AIM OF THE TASK →
In the data that follows, give the number of lines containing the word "Akacjowa". Offer no additional comment.
━━ MATERIAL SHOWN
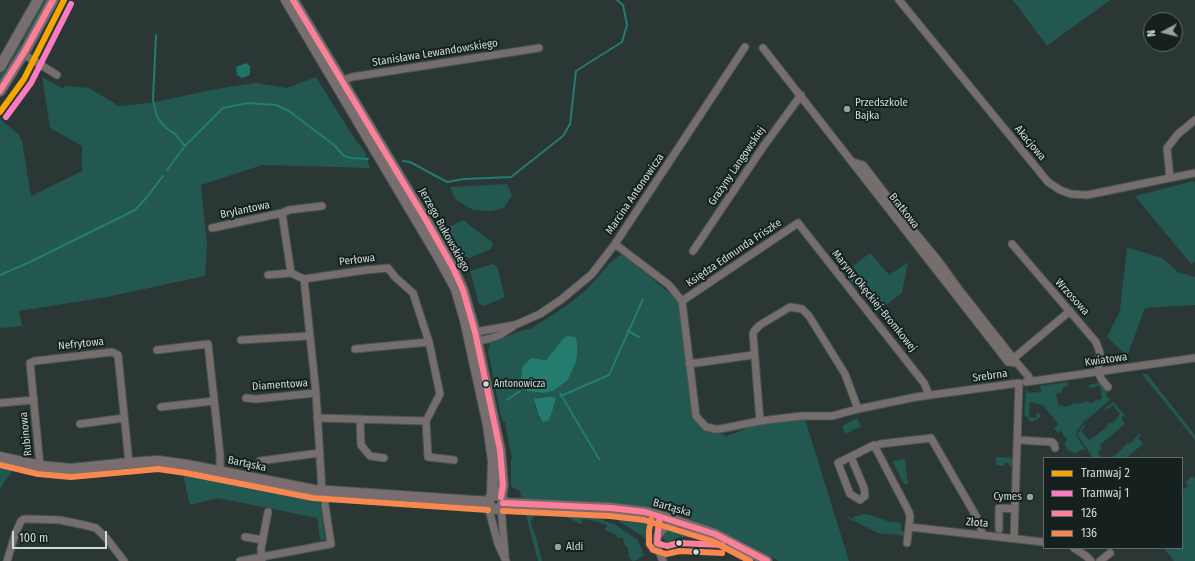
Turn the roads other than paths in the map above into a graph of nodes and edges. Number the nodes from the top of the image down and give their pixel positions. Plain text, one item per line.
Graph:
1 (38, 0) edge
2 (53, 0) edge
3 (286, 0) edge
4 (293, 0) edge
5 (899, 0) edge
6 (745, 47) dead end
7 (539, 48) dead end
8 (763, 48) dead end
9 (23, 54) junction
10 (0, 67) edge
11 (57, 75) dead end
12 (339, 82) junction
13 (0, 91) edge
14 (801, 95) junction
15 (1195, 120) edge
16 (1195, 173) edge
17 (1170, 178) junction
18 (322, 206) dead end
19 (282, 213) junction
20 (798, 223) joint
21 (212, 228) dead end
22 (615, 244) junction
23 (1012, 244) dead end
24 (692, 251) dead end
25 (291, 272) junction
26 (268, 275) dead end
27 (304, 279) junction
28 (682, 301) junction
29 (1070, 311) junction
30 (309, 336) junction
31 (474, 337) junction
32 (241, 340) dead end
33 (429, 342) junction
34 (356, 349) dead end
35 (157, 350) dead end
36 (754, 355) junction
37 (1195, 358) edge
38 (1016, 360) junction
39 (30, 363) joint
40 (689, 364) junction
41 (1098, 372) junction
42 (1030, 381) junction
43 (1020, 382) junction
44 (1108, 387) dead end
45 (316, 393) junction
46 (929, 395) junction
47 (246, 398) dead end
48 (34, 400) junction
49 (214, 401) junction
50 (0, 403) edge
51 (161, 407) dead end
52 (858, 409) junction
53 (696, 416) joint
54 (124, 418) junction
55 (317, 418) junction
56 (360, 419) junction
57 (426, 421) junction
58 (760, 421) junction
59 (80, 424) dead end
60 (1018, 440) junction
61 (880, 444) dead end
62 (1055, 448) dead end
63 (319, 453) junction
64 (0, 456) edge
65 (851, 457) junction
66 (384, 458) dead end
67 (260, 460) dead end
68 (454, 460) dead end
69 (129, 463) junction
70 (40, 466) junction
71 (220, 471) junction
72 (498, 485) junction
73 (324, 491) junction
74 (478, 501) junction
75 (496, 502) junction
76 (517, 503) junction
77 (1015, 509) junction
78 (268, 512) dead end
79 (660, 519) junction
80 (493, 522) junction
81 (503, 522) junction
82 (672, 525) junction
83 (909, 527) junction
84 (999, 529) dead end
85 (982, 534) junction
86 (245, 536) dead end
87 (657, 538) junction
88 (1014, 538) junction
89 (263, 540) junction
90 (1043, 542) edge
91 (907, 543) dead end
92 (734, 544) junction
93 (1076, 549) edge
94 (1110, 553) dead end
95 (262, 559) edge
96 (506, 560) edge
97 (7, 561) edge
98 (124, 561) edge
99 (240, 561) edge
100 (663, 561) edge
101 (767, 561) edge
102 (1091, 561) edge
103 (1100, 561) edge

1 - 10 street
2 - 9 street
3 - 12 street, Jerzego Bukowskiego
4 - 12 street, Jerzego Bukowskiego
5 - 17 street, Akacjowa
6 - 22 street, Marcina Antonowicza
7 - 12 street, Stanisława Lewandowskiego
8 - 14 street
9 - 11 street
9 - 13 street
12 - 31 street, Jerzego Bukowskiego
14 - 24 street, Grażyny Langowskiej
14 - 38 street
15 - 17 street
16 - 17 street, Akacjowa
18 - 19 street, Brylantowa
19 - 21 street, Brylantowa
19 - 25 street, Brylantowa
20 - 28 street, Księdza Edmunda Friszke
20 - 46 street, Maryny Okęckiej-Bromkowej
22 - 28 street, Księdza Edmunda Friszke
22 - 31 street, Marcina Antonowicza
23 - 29 street, Wrzosowa
25 - 26 street
25 - 27 street
27 - 30 street, Diamentowa
27 - 33 street, Perłowa
28 - 40 street, Księdza Edmunda Friszke
29 - 38 street
29 - 41 street, Wrzosowa
30 - 32 street
30 - 45 street, Diamentowa
31 - 72 street, Jerzego Bukowskiego
33 - 34 street
33 - 57 street, Perłowa
35 - 49 street
36 - 40 street
36 - 52 street
36 - 58 street
37 - 41 street, Kwiatowa
38 - 42 street
39 - 48 street, Rubinowa
39 - 54 street, Nefrytowa
40 - 53 street, Księdza Edmunda Friszke
41 - 42 street, Kwiatowa
41 - 44 street
42 - 43 street, Kwiatowa
43 - 46 street, Srebrna
43 - 60 street, Srebrna
45 - 47 street, Diamentowa
45 - 55 street, Diamentowa
46 - 52 street, Srebrna
48 - 50 street, Rubinowa
48 - 70 street, Rubinowa
49 - 51 street
49 - 71 street
52 - 58 street, Srebrna
53 - 58 street, Srebrna
54 - 59 street
54 - 69 street, Nefrytowa
55 - 56 street
55 - 63 street, Diamentowa
56 - 57 street
56 - 66 street
57 - 68 street
60 - 62 street
60 - 77 street, Srebrna
61 - 85 street
63 - 67 street
63 - 73 street, Diamentowa
64 - 70 street, Bartąska
65 - 65 street
65 - 83 street
69 - 70 street, Bartąska
69 - 71 street, Bartąska
71 - 73 street, Bartąska
72 - 74 street
72 - 75 street, Jerzego Bukowskiego
72 - 76 street
73 - 74 street, Bartąska
73 - 95 street, Diamentowa
74 - 75 street, Bartąska
74 - 80 street
75 - 76 street, Bartąska
75 - 80 street
75 - 81 street
76 - 79 street, Bartąska
76 - 81 street
77 - 84 street
77 - 88 street, Srebrna
78 - 89 street
79 - 82 street, Bartąska
79 - 87 street
79 - 92 street, Bartąska
80 - 96 street
81 - 96 street
82 - 87 street
82 - 92 street, Bartąska
83 - 85 street, Złota
83 - 91 street
85 - 88 street, Złota
86 - 89 street
87 - 100 street
88 - 90 street, Złota
89 - 95 street
92 - 101 street, Bartąska
93 - 102 street
94 - 103 street
95 - 99 street
97 - 98 street

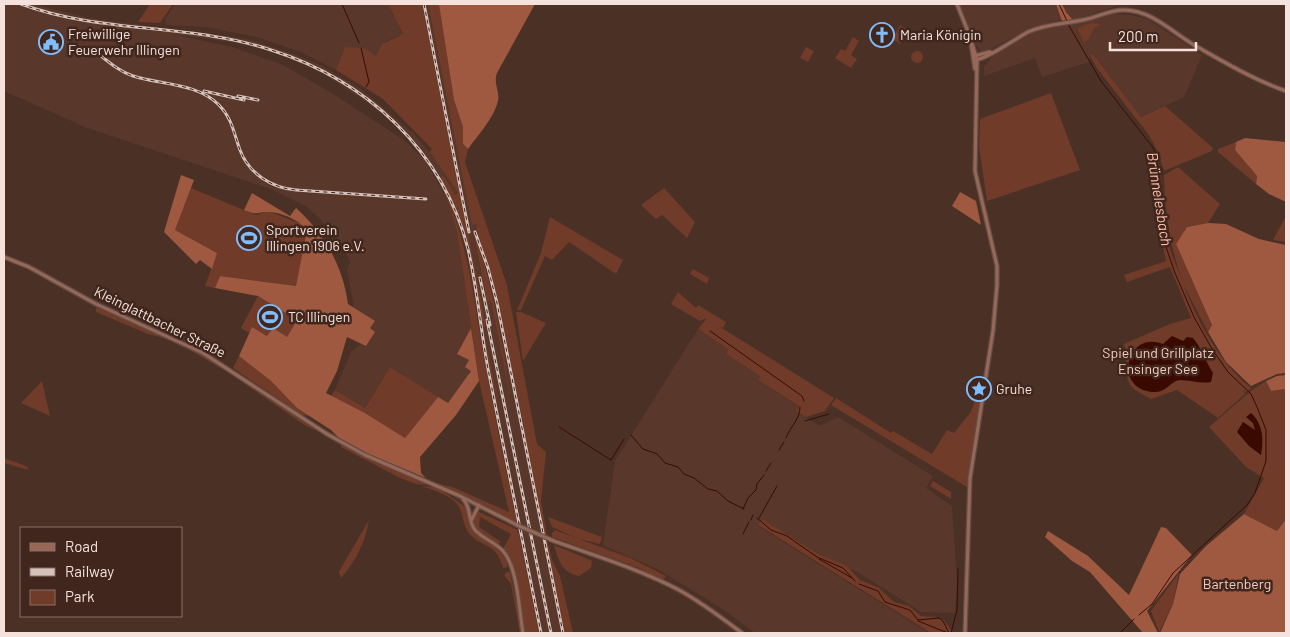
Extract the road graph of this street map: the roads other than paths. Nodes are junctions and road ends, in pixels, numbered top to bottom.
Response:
1 (957, 4) edge
2 (975, 58) junction
3 (1286, 91) edge
4 (4, 256) edge
5 (460, 496) junction
6 (478, 505) junction
7 (470, 512) junction
8 (471, 521) junction
9 (523, 633) edge
10 (742, 633) edge
11 (965, 633) edge

1 - 2 street
2 - 3 street
2 - 11 street
4 - 5 street, Kleinglattbacher Straße
5 - 6 street, Kleinglattbacher Straße
5 - 7 street
6 - 7 street
6 - 8 street
6 - 10 street, Kleinglattbacher Straße, bridge
7 - 8 street
8 - 9 street

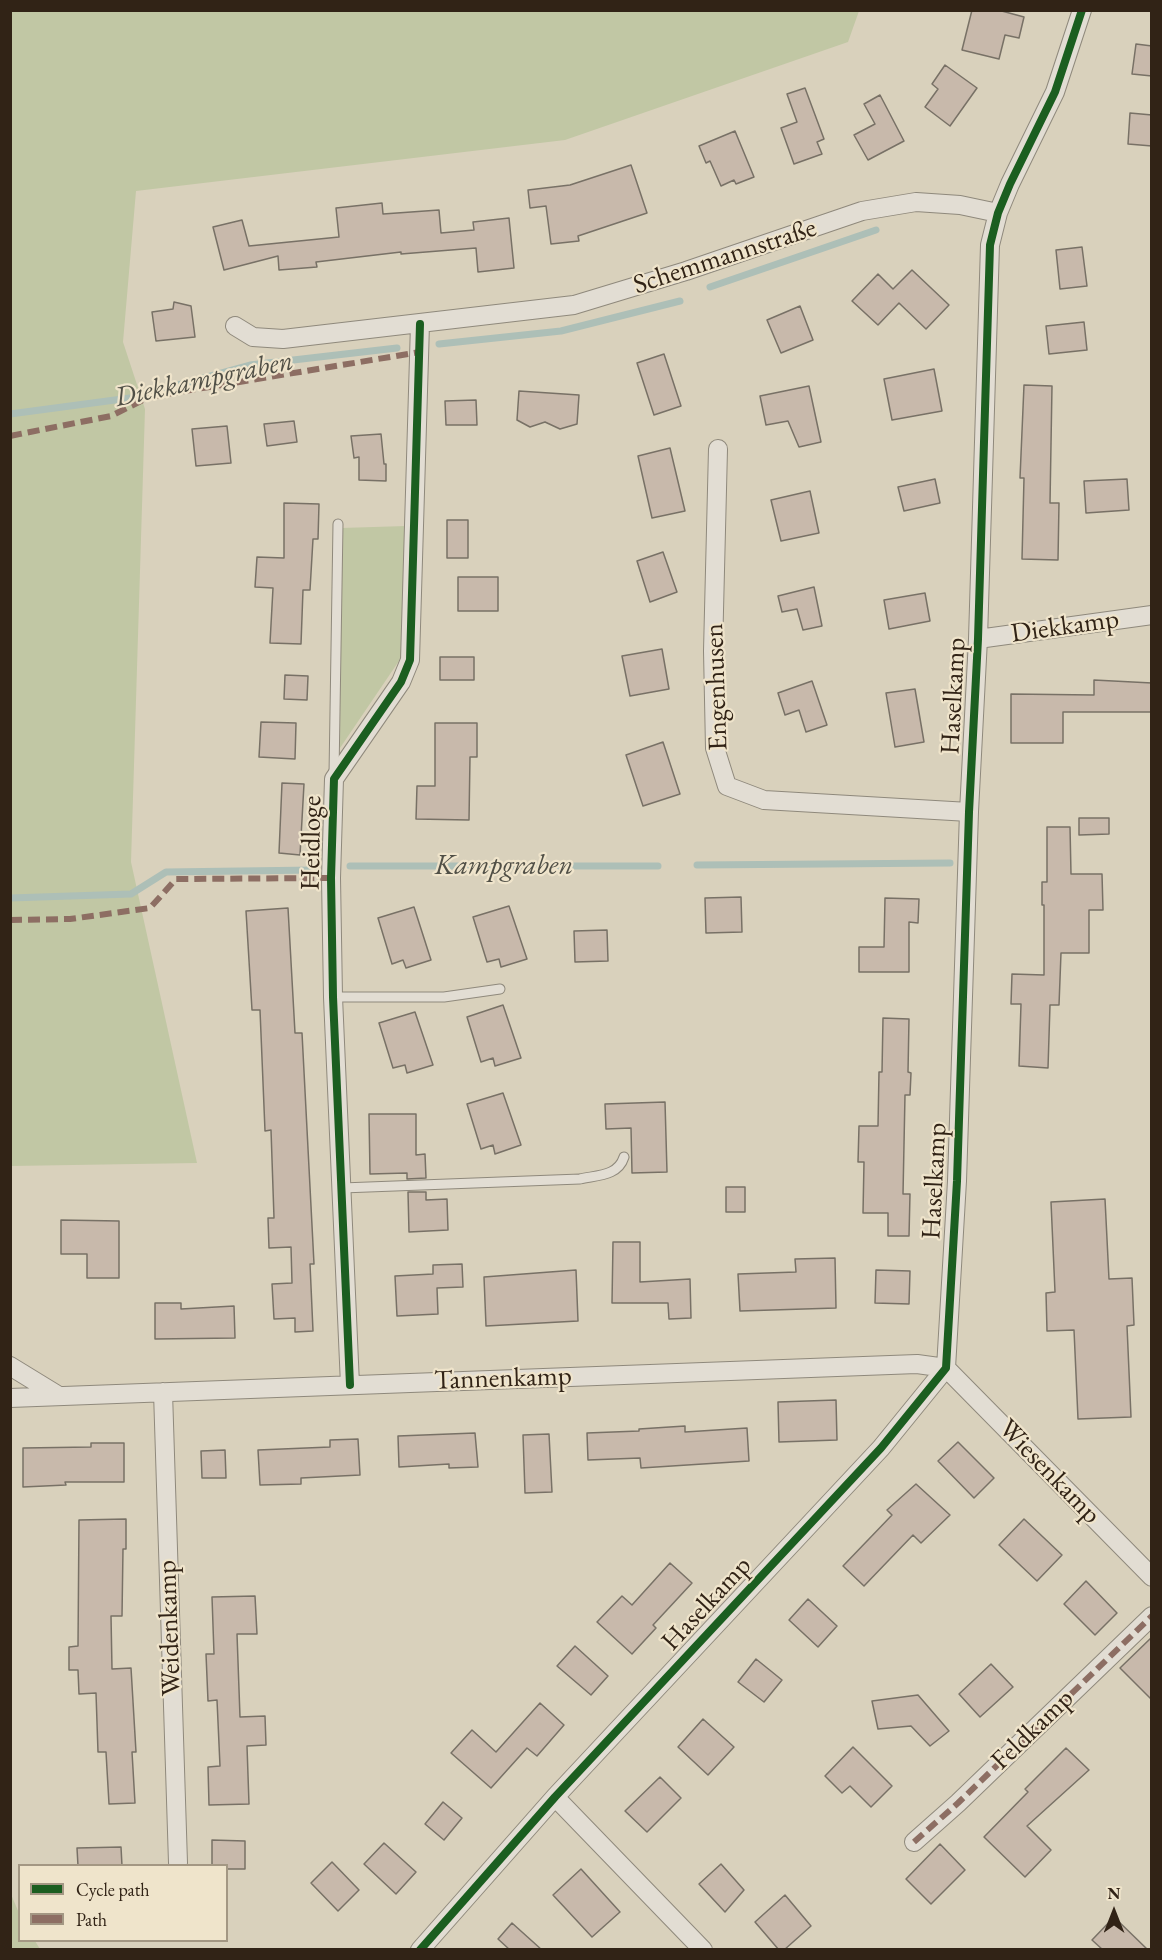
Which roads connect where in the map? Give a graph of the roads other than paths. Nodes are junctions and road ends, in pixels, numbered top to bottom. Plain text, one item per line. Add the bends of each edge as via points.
1 (1082, 10) edge
2 (998, 213) junction
3 (420, 324) junction
4 (235, 326) dead end
5 (718, 449) dead end
6 (338, 524) dead end
7 (1152, 615) edge
8 (978, 639) junction
9 (334, 779) junction
10 (969, 812) junction
11 (500, 989) dead end
12 (333, 997) junction
13 (624, 1157) dead end
14 (342, 1188) junction
15 (10, 1366) edge
16 (946, 1368) junction
17 (350, 1385) junction
18 (163, 1392) junction
19 (59, 1396) junction
20 (10, 1398) edge
21 (1152, 1577) edge
22 (1152, 1616) edge
23 (555, 1797) junction
24 (914, 1842) dead end
25 (178, 1863) dead end
26 (420, 1950) edge
27 (703, 1950) edge

1 - 2 street via 1055,92
2 - 3 street, Schemmannstraße via 916,202 862,211 574,305
2 - 8 street, Haselkamp via 990,245
3 - 4 street, Schemmannstraße via 283,339 253,337
3 - 9 street, Heidloge via 410,660 401,682
5 - 10 street, Engenhusen via 715,748 727,786 764,800
6 - 9 lane
7 - 8 street, Diekkamp
8 - 10 street, Haselkamp
9 - 12 street, Heidloge
10 - 16 street, Haselkamp via 957,1181
11 - 12 lane via 444,996
12 - 14 street, Heidloge
13 - 14 lane via 614,1172 580,1179
14 - 17 street, Heidloge
15 - 19 street
16 - 17 street, Tannenkamp via 917,1364
16 - 21 street, Wiesenkamp
16 - 23 street, Haselkamp via 881,1448
17 - 18 street, Tannenkamp
18 - 19 street, Tannenkamp
18 - 25 street, Weidenkamp
19 - 20 street, Tannenkamp
22 - 24 street, Feldkamp
23 - 26 street, Haselkamp
23 - 27 street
━━━━
ANSWER SECTION →
2